**Study material**.
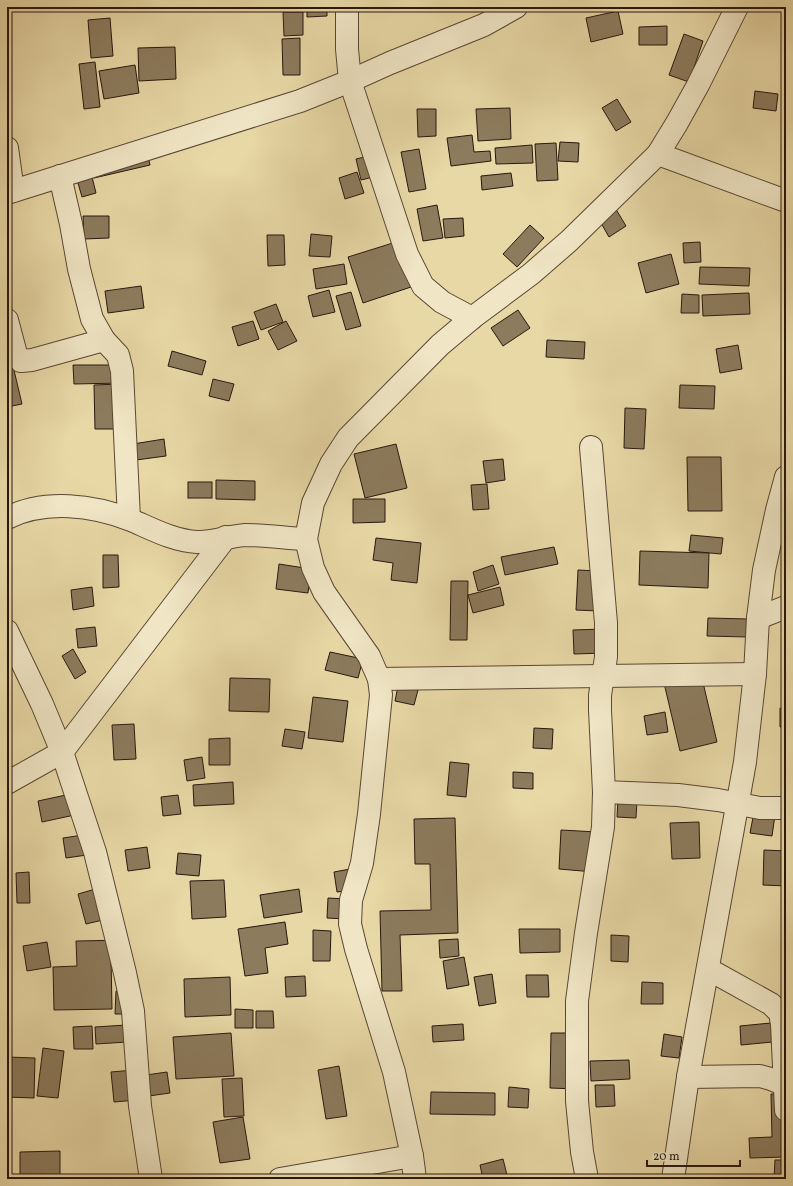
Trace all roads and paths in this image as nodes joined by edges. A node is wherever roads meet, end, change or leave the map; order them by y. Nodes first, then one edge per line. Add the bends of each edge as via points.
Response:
1 (347, 7) edge
2 (516, 7) edge
3 (737, 7) edge
4 (350, 81) junction
5 (7, 148) edge
6 (658, 154) junction
7 (60, 176) junction
8 (10, 192) edge
9 (786, 201) edge
10 (472, 318) junction
11 (7, 320) edge
12 (104, 340) junction
13 (592, 447) dead end
14 (786, 477) edge
15 (7, 518) edge
16 (129, 519) junction
17 (226, 537) junction
18 (306, 539) junction
19 (786, 607) edge
20 (758, 618) junction
21 (7, 631) edge
22 (755, 674) junction
23 (604, 677) junction
24 (379, 679) junction
25 (62, 752) junction
26 (7, 783) edge
27 (604, 792) junction
28 (737, 805) junction
29 (786, 808) edge
30 (708, 969) junction
31 (688, 1077) junction
32 (785, 1085) edge
33 (786, 1110) edge
34 (412, 1156) junction
35 (151, 1179) edge
36 (280, 1179) edge
37 (415, 1179) edge
38 (587, 1179) edge
39 (673, 1179) edge

1 - 4 street
2 - 4 street via 484,25 390,62
3 - 6 street via 698,85
4 - 7 street via 300,102
4 - 10 street via 407,254 423,286 442,302
5 - 8 street
6 - 9 street
6 - 10 street via 531,274
7 - 8 street
7 - 12 street via 92,319
10 - 18 street via 440,345 348,438 331,464 313,504
11 - 12 street via 16,354 21,361
12 - 16 street via 118,356 122,371
13 - 23 street via 606,623
14 - 20 street via 764,570
15 - 16 street via 16,513 45,506 94,508
16 - 17 street via 178,540 198,542
17 - 18 street via 245,535
17 - 25 street
18 - 24 street via 313,568 324,592 369,656
19 - 20 street
20 - 22 street
21 - 25 street
22 - 23 street
22 - 28 street via 745,762
23 - 24 street
23 - 27 street via 600,694
24 - 34 street via 381,694 369,814 362,862 351,900 350,924 394,1072
25 - 26 street
25 - 35 street via 95,852 133,1010 140,1106
27 - 28 street via 678,795
27 - 38 street via 604,827 587,925 578,1001 578,1101
28 - 29 street
28 - 30 street
30 - 31 street
30 - 32 street via 771,1004 780,1013
31 - 32 street via 760,1076
31 - 39 street
32 - 33 street
34 - 36 street
34 - 37 street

**What you have to do**. A verbatim copy of the data, pictures removed, is the expected result.

**Written answer**.
Trace all roads and paths in this image as nodes joined by edges. A node is wherever roads meet, end, change or leave the map; order them by y. Nodes first, then one edge per line. Add the bends of each edge as via points.
Response:
1 (347, 7) edge
2 (516, 7) edge
3 (737, 7) edge
4 (350, 81) junction
5 (7, 148) edge
6 (658, 154) junction
7 (60, 176) junction
8 (10, 192) edge
9 (786, 201) edge
10 (472, 318) junction
11 (7, 320) edge
12 (104, 340) junction
13 (592, 447) dead end
14 (786, 477) edge
15 (7, 518) edge
16 (129, 519) junction
17 (226, 537) junction
18 (306, 539) junction
19 (786, 607) edge
20 (758, 618) junction
21 (7, 631) edge
22 (755, 674) junction
23 (604, 677) junction
24 (379, 679) junction
25 (62, 752) junction
26 (7, 783) edge
27 (604, 792) junction
28 (737, 805) junction
29 (786, 808) edge
30 (708, 969) junction
31 (688, 1077) junction
32 (785, 1085) edge
33 (786, 1110) edge
34 (412, 1156) junction
35 (151, 1179) edge
36 (280, 1179) edge
37 (415, 1179) edge
38 (587, 1179) edge
39 (673, 1179) edge

1 - 4 street
2 - 4 street via 484,25 390,62
3 - 6 street via 698,85
4 - 7 street via 300,102
4 - 10 street via 407,254 423,286 442,302
5 - 8 street
6 - 9 street
6 - 10 street via 531,274
7 - 8 street
7 - 12 street via 92,319
10 - 18 street via 440,345 348,438 331,464 313,504
11 - 12 street via 16,354 21,361
12 - 16 street via 118,356 122,371
13 - 23 street via 606,623
14 - 20 street via 764,570
15 - 16 street via 16,513 45,506 94,508
16 - 17 street via 178,540 198,542
17 - 18 street via 245,535
17 - 25 street
18 - 24 street via 313,568 324,592 369,656
19 - 20 street
20 - 22 street
21 - 25 street
22 - 23 street
22 - 28 street via 745,762
23 - 24 street
23 - 27 street via 600,694
24 - 34 street via 381,694 369,814 362,862 351,900 350,924 394,1072
25 - 26 street
25 - 35 street via 95,852 133,1010 140,1106
27 - 28 street via 678,795
27 - 38 street via 604,827 587,925 578,1001 578,1101
28 - 29 street
28 - 30 street
30 - 31 street
30 - 32 street via 771,1004 780,1013
31 - 32 street via 760,1076
31 - 39 street
32 - 33 street
34 - 36 street
34 - 37 street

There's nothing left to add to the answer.